Ø. Marøy
Advances in large language models (LLM) are reshaping possibilities for applying artificial intelligence (AI) in physics education. A significant potential application lies in the generation of physics problems and assessment tasks, which are essential for evaluating students’ conceptual understanding, guiding instruction, and accommodating diverse learning needs. Despite the recognized importance of task creation in effective teaching practice, the process remains time-intensive and often poses challenges in producing novel and pedagogically sound problems. While concerns persist regarding ethical implications and the limitations of AI-generated content, emerging research indicates that physics problems produced by LLMs can be comparable in quality to those found in traditional textbooks.

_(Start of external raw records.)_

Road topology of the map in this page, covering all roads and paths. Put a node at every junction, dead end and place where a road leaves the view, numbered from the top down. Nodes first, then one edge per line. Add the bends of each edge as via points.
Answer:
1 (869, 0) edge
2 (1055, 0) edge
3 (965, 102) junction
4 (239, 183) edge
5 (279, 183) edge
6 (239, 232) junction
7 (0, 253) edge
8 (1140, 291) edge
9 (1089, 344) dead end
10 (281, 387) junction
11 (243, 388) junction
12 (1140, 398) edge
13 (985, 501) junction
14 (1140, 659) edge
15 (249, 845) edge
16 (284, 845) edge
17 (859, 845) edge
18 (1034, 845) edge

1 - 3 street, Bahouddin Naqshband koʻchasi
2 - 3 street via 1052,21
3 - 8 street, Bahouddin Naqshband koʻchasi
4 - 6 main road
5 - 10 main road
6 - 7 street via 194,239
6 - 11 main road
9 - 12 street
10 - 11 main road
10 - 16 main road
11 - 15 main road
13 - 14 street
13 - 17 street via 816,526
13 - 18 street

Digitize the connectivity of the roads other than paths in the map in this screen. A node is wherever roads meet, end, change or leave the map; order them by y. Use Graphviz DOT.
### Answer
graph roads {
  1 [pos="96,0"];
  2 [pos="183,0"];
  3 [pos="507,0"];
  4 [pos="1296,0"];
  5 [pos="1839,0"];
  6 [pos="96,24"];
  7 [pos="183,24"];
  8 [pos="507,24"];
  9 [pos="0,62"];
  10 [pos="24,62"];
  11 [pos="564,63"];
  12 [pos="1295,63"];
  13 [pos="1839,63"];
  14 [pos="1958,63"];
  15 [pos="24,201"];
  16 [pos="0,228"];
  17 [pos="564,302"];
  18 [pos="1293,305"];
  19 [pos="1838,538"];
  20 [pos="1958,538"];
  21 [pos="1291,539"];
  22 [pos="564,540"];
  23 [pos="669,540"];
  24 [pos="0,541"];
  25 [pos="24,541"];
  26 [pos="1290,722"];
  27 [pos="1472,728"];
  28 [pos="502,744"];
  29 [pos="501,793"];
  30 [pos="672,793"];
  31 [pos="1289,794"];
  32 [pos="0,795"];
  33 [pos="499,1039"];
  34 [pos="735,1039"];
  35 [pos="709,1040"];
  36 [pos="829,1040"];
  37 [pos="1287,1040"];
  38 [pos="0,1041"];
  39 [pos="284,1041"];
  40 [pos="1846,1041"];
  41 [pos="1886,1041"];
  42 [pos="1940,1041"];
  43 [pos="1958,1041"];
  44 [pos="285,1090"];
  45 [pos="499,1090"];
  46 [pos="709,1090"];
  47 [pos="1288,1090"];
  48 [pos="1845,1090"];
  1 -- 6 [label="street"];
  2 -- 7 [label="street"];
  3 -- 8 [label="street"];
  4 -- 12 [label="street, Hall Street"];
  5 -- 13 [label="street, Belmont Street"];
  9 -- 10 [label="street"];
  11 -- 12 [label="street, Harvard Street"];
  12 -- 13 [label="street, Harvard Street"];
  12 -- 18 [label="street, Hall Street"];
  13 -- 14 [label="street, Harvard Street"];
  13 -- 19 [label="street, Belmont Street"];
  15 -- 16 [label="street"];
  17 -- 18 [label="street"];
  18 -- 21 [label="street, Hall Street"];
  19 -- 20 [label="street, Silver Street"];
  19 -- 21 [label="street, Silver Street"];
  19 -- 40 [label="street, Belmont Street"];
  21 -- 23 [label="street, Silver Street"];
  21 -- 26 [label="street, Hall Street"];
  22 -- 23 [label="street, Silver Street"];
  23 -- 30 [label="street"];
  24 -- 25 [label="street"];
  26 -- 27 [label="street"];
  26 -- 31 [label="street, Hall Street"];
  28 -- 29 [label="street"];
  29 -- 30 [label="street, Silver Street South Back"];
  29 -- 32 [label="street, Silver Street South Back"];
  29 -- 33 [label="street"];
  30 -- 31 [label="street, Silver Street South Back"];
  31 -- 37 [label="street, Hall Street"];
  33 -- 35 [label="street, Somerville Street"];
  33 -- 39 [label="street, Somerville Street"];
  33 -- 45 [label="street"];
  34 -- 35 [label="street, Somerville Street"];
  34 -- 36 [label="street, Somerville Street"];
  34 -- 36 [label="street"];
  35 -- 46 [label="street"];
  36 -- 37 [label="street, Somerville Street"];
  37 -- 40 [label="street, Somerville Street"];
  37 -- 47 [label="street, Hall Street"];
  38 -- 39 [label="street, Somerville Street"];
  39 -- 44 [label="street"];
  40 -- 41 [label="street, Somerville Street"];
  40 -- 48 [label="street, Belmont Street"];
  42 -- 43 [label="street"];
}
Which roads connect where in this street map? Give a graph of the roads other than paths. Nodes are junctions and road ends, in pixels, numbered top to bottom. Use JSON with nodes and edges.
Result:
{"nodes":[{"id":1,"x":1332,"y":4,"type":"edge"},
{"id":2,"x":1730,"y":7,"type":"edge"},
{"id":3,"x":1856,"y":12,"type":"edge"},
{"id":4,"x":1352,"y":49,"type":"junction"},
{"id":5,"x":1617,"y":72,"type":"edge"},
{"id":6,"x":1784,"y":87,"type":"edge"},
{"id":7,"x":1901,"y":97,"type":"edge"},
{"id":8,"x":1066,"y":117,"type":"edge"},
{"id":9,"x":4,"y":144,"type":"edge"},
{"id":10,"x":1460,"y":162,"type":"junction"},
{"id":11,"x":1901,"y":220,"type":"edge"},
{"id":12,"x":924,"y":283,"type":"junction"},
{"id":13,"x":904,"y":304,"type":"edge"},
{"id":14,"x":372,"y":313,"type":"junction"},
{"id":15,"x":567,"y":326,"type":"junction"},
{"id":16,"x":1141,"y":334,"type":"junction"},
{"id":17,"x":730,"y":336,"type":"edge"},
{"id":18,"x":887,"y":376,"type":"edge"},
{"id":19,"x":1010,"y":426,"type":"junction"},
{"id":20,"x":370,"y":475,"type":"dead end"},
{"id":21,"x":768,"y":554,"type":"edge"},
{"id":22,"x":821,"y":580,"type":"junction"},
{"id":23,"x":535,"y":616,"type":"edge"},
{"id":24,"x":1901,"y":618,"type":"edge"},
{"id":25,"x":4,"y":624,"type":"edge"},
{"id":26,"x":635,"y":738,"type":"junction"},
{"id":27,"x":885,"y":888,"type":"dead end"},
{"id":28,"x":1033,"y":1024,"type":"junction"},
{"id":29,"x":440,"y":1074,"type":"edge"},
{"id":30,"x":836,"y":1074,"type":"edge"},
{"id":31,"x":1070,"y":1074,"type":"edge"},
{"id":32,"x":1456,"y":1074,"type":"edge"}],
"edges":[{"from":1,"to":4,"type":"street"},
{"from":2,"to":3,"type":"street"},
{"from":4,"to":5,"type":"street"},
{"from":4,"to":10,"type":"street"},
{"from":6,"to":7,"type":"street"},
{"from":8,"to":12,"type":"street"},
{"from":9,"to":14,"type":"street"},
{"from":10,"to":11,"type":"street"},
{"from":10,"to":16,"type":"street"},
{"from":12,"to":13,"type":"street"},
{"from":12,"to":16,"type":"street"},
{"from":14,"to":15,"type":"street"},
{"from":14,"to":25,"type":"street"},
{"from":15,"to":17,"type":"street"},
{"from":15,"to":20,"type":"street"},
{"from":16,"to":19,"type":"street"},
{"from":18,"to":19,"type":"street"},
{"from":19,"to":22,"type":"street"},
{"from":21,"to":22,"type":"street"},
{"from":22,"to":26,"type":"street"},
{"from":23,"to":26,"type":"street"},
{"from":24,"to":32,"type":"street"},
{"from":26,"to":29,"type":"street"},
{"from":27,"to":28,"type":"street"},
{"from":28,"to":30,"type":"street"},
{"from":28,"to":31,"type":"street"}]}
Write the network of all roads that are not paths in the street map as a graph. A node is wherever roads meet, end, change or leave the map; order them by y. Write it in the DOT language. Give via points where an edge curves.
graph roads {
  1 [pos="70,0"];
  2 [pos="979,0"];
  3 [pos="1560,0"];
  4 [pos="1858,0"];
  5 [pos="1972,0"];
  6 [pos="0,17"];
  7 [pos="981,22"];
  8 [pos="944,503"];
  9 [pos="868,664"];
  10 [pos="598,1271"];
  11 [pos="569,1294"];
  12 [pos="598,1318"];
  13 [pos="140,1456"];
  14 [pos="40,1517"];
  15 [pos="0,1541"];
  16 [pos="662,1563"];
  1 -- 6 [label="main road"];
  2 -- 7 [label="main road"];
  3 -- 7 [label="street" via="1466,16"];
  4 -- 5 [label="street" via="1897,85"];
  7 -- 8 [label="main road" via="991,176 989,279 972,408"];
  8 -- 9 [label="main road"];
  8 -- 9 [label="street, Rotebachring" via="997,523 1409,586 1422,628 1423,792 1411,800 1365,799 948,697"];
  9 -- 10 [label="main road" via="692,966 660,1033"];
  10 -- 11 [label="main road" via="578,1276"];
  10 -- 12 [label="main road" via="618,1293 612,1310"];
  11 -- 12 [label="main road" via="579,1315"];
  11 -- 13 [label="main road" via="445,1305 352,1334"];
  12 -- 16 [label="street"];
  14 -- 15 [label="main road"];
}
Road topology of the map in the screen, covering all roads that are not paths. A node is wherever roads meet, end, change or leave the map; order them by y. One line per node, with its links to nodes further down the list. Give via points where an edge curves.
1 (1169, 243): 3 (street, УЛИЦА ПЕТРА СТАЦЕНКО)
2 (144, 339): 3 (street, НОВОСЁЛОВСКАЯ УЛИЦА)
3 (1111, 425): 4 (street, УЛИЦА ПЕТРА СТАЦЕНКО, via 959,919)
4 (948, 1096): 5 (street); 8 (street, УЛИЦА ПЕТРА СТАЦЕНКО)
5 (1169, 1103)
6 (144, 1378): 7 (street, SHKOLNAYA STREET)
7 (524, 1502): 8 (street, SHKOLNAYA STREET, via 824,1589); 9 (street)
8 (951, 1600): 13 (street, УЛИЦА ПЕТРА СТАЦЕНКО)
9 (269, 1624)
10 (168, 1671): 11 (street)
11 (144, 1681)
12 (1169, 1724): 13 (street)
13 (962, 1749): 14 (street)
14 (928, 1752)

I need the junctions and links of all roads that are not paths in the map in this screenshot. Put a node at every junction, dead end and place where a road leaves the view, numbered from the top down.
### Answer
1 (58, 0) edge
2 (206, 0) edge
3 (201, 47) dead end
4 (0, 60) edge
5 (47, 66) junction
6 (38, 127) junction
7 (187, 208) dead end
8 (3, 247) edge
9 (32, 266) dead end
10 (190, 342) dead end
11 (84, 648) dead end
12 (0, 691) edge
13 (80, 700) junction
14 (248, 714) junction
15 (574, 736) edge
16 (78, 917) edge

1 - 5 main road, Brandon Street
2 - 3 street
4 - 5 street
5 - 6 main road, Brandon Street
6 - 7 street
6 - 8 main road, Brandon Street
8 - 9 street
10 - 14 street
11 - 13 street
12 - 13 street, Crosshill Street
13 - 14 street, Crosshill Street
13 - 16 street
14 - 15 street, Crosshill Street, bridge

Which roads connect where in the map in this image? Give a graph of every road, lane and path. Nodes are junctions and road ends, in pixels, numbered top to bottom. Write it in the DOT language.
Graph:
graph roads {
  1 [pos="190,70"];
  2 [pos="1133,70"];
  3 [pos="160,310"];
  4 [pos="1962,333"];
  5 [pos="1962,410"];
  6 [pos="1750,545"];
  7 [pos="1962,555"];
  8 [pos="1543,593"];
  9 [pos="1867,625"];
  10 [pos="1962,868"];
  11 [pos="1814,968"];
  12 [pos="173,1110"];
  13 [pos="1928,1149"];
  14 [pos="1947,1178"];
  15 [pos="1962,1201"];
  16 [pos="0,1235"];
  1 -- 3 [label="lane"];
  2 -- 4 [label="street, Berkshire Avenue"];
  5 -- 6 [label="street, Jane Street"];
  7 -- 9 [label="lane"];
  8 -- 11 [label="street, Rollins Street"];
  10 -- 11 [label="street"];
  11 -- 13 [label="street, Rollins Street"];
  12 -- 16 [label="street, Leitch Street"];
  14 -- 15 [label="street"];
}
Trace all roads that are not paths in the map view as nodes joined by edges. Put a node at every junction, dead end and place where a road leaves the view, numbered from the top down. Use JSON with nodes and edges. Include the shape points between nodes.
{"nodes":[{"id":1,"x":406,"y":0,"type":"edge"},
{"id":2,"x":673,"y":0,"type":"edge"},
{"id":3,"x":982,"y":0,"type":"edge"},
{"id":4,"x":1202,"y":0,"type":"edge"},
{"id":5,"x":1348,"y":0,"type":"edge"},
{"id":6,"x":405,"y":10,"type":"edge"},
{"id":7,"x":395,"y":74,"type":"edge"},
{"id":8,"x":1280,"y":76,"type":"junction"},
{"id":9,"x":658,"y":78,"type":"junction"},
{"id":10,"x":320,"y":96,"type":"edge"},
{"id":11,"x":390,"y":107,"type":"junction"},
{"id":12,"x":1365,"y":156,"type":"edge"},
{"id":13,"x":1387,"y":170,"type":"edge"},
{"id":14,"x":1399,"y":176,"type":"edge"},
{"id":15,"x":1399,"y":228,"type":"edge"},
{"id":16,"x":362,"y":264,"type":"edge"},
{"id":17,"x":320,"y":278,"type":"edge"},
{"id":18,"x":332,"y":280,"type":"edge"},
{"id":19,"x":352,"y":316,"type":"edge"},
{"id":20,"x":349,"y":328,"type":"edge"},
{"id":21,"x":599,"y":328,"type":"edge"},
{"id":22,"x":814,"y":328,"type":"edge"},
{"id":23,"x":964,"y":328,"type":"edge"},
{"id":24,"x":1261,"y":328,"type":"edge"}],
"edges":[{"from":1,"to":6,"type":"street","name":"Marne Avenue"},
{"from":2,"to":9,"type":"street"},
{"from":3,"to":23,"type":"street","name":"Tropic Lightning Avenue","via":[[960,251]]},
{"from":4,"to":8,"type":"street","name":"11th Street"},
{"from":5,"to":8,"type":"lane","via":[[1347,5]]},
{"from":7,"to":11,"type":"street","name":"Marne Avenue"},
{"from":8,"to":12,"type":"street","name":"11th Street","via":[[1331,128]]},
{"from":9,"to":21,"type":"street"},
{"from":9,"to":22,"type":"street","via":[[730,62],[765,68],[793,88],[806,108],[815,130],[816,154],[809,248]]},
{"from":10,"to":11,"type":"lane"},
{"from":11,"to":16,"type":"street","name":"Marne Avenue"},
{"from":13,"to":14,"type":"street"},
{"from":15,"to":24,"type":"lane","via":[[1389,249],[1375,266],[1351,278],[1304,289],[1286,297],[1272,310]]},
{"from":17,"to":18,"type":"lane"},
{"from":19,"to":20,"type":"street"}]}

This study investigates the use of a large language model (LLM), specifically Copilot, to support the generation of physics tasks in the domain of basic mechanics. Our analysis focuses on evaluating the quality, relevance, and pedagogical value of AI-produced problems in comparison to conventional problem sets. In particular, we examine the LLM’s capacity to generate problems across a spectrum of difficulty levels and explore how the model’s internal assessments of problem difficulty align with actual student performance outcomes. By analyzing the correspondence between the LLM’s perceived difficulty ratings and empirical student results, we aim to assess the potential of such models to contribute meaningfully to differentiated instruction and adaptive learning environments. Through this investigation, we seek to provide insights into the practical integration of LLMs like Copilot in physics education and to identify both the affordances and limitations inherent in leveraging AI for instructional design and assessment development.
Keywords: Education, Physics, LLM, AI.